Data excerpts
__________

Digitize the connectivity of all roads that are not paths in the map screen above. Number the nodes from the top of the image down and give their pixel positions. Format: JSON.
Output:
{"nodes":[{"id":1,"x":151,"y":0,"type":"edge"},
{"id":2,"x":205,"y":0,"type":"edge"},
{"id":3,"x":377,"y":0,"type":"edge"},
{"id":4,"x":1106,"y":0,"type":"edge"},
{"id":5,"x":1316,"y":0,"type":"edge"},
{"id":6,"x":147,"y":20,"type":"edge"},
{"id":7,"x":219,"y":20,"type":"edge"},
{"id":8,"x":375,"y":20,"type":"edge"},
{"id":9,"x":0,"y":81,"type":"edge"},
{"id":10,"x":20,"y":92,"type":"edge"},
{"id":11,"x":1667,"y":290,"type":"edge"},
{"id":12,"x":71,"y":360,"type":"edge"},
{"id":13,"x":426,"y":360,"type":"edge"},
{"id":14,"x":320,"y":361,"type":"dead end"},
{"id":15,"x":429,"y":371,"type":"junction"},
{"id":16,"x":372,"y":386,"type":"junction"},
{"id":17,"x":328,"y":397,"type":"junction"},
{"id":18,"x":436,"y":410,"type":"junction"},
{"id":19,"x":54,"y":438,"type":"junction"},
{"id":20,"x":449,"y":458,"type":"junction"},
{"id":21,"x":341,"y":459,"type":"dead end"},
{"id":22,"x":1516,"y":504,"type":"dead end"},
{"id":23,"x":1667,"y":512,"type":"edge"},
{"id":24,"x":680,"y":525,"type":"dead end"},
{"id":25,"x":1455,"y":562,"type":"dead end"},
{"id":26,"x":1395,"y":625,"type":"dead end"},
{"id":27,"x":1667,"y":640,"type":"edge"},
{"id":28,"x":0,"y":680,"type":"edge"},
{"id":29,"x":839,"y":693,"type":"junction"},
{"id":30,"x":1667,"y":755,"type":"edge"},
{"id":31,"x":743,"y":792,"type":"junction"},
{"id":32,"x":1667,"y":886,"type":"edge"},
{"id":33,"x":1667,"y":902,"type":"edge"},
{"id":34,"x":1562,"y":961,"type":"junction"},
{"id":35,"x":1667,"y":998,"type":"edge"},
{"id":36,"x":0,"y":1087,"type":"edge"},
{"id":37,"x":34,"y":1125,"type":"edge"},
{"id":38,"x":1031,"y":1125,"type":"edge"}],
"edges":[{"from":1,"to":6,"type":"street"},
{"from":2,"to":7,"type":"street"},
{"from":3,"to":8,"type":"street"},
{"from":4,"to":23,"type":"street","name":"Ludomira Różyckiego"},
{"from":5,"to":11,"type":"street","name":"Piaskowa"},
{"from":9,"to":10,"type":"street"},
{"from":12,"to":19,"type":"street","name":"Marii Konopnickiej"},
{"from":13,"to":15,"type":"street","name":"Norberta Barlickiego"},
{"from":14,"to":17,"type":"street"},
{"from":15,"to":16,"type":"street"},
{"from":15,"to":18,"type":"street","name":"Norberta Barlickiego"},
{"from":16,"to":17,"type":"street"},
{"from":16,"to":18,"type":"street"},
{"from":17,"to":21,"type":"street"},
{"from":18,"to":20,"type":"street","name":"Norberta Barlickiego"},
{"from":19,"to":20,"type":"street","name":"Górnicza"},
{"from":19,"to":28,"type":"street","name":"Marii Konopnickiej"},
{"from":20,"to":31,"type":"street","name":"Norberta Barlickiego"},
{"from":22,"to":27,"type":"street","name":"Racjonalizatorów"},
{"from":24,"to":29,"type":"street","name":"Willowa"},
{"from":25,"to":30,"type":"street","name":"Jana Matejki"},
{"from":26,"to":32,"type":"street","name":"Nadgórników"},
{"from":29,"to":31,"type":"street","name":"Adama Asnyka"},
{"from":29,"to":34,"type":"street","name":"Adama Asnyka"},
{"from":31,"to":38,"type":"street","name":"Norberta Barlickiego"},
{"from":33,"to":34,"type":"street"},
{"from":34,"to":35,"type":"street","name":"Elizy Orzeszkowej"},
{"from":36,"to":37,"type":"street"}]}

__________

> _Problem to work on_: All lines above should be output verbatim.

> _Response to this exercise_:
Digitize the connectivity of all roads that are not paths in the map screen above. Number the nodes from the top of the image down and give their pixel positions. Format: JSON.
Output:
{"nodes":[{"id":1,"x":151,"y":0,"type":"edge"},
{"id":2,"x":205,"y":0,"type":"edge"},
{"id":3,"x":377,"y":0,"type":"edge"},
{"id":4,"x":1106,"y":0,"type":"edge"},
{"id":5,"x":1316,"y":0,"type":"edge"},
{"id":6,"x":147,"y":20,"type":"edge"},
{"id":7,"x":219,"y":20,"type":"edge"},
{"id":8,"x":375,"y":20,"type":"edge"},
{"id":9,"x":0,"y":81,"type":"edge"},
{"id":10,"x":20,"y":92,"type":"edge"},
{"id":11,"x":1667,"y":290,"type":"edge"},
{"id":12,"x":71,"y":360,"type":"edge"},
{"id":13,"x":426,"y":360,"type":"edge"},
{"id":14,"x":320,"y":361,"type":"dead end"},
{"id":15,"x":429,"y":371,"type":"junction"},
{"id":16,"x":372,"y":386,"type":"junction"},
{"id":17,"x":328,"y":397,"type":"junction"},
{"id":18,"x":436,"y":410,"type":"junction"},
{"id":19,"x":54,"y":438,"type":"junction"},
{"id":20,"x":449,"y":458,"type":"junction"},
{"id":21,"x":341,"y":459,"type":"dead end"},
{"id":22,"x":1516,"y":504,"type":"dead end"},
{"id":23,"x":1667,"y":512,"type":"edge"},
{"id":24,"x":680,"y":525,"type":"dead end"},
{"id":25,"x":1455,"y":562,"type":"dead end"},
{"id":26,"x":1395,"y":625,"type":"dead end"},
{"id":27,"x":1667,"y":640,"type":"edge"},
{"id":28,"x":0,"y":680,"type":"edge"},
{"id":29,"x":839,"y":693,"type":"junction"},
{"id":30,"x":1667,"y":755,"type":"edge"},
{"id":31,"x":743,"y":792,"type":"junction"},
{"id":32,"x":1667,"y":886,"type":"edge"},
{"id":33,"x":1667,"y":902,"type":"edge"},
{"id":34,"x":1562,"y":961,"type":"junction"},
{"id":35,"x":1667,"y":998,"type":"edge"},
{"id":36,"x":0,"y":1087,"type":"edge"},
{"id":37,"x":34,"y":1125,"type":"edge"},
{"id":38,"x":1031,"y":1125,"type":"edge"}],
"edges":[{"from":1,"to":6,"type":"street"},
{"from":2,"to":7,"type":"street"},
{"from":3,"to":8,"type":"street"},
{"from":4,"to":23,"type":"street","name":"Ludomira Różyckiego"},
{"from":5,"to":11,"type":"street","name":"Piaskowa"},
{"from":9,"to":10,"type":"street"},
{"from":12,"to":19,"type":"street","name":"Marii Konopnickiej"},
{"from":13,"to":15,"type":"street","name":"Norberta Barlickiego"},
{"from":14,"to":17,"type":"street"},
{"from":15,"to":16,"type":"street"},
{"from":15,"to":18,"type":"street","name":"Norberta Barlickiego"},
{"from":16,"to":17,"type":"street"},
{"from":16,"to":18,"type":"street"},
{"from":17,"to":21,"type":"street"},
{"from":18,"to":20,"type":"street","name":"Norberta Barlickiego"},
{"from":19,"to":20,"type":"street","name":"Górnicza"},
{"from":19,"to":28,"type":"street","name":"Marii Konopnickiej"},
{"from":20,"to":31,"type":"street","name":"Norberta Barlickiego"},
{"from":22,"to":27,"type":"street","name":"Racjonalizatorów"},
{"from":24,"to":29,"type":"street","name":"Willowa"},
{"from":25,"to":30,"type":"street","name":"Jana Matejki"},
{"from":26,"to":32,"type":"street","name":"Nadgórników"},
{"from":29,"to":31,"type":"street","name":"Adama Asnyka"},
{"from":29,"to":34,"type":"street","name":"Adama Asnyka"},
{"from":31,"to":38,"type":"street","name":"Norberta Barlickiego"},
{"from":33,"to":34,"type":"street"},
{"from":34,"to":35,"type":"street","name":"Elizy Orzeszkowej"},
{"from":36,"to":37,"type":"street"}]}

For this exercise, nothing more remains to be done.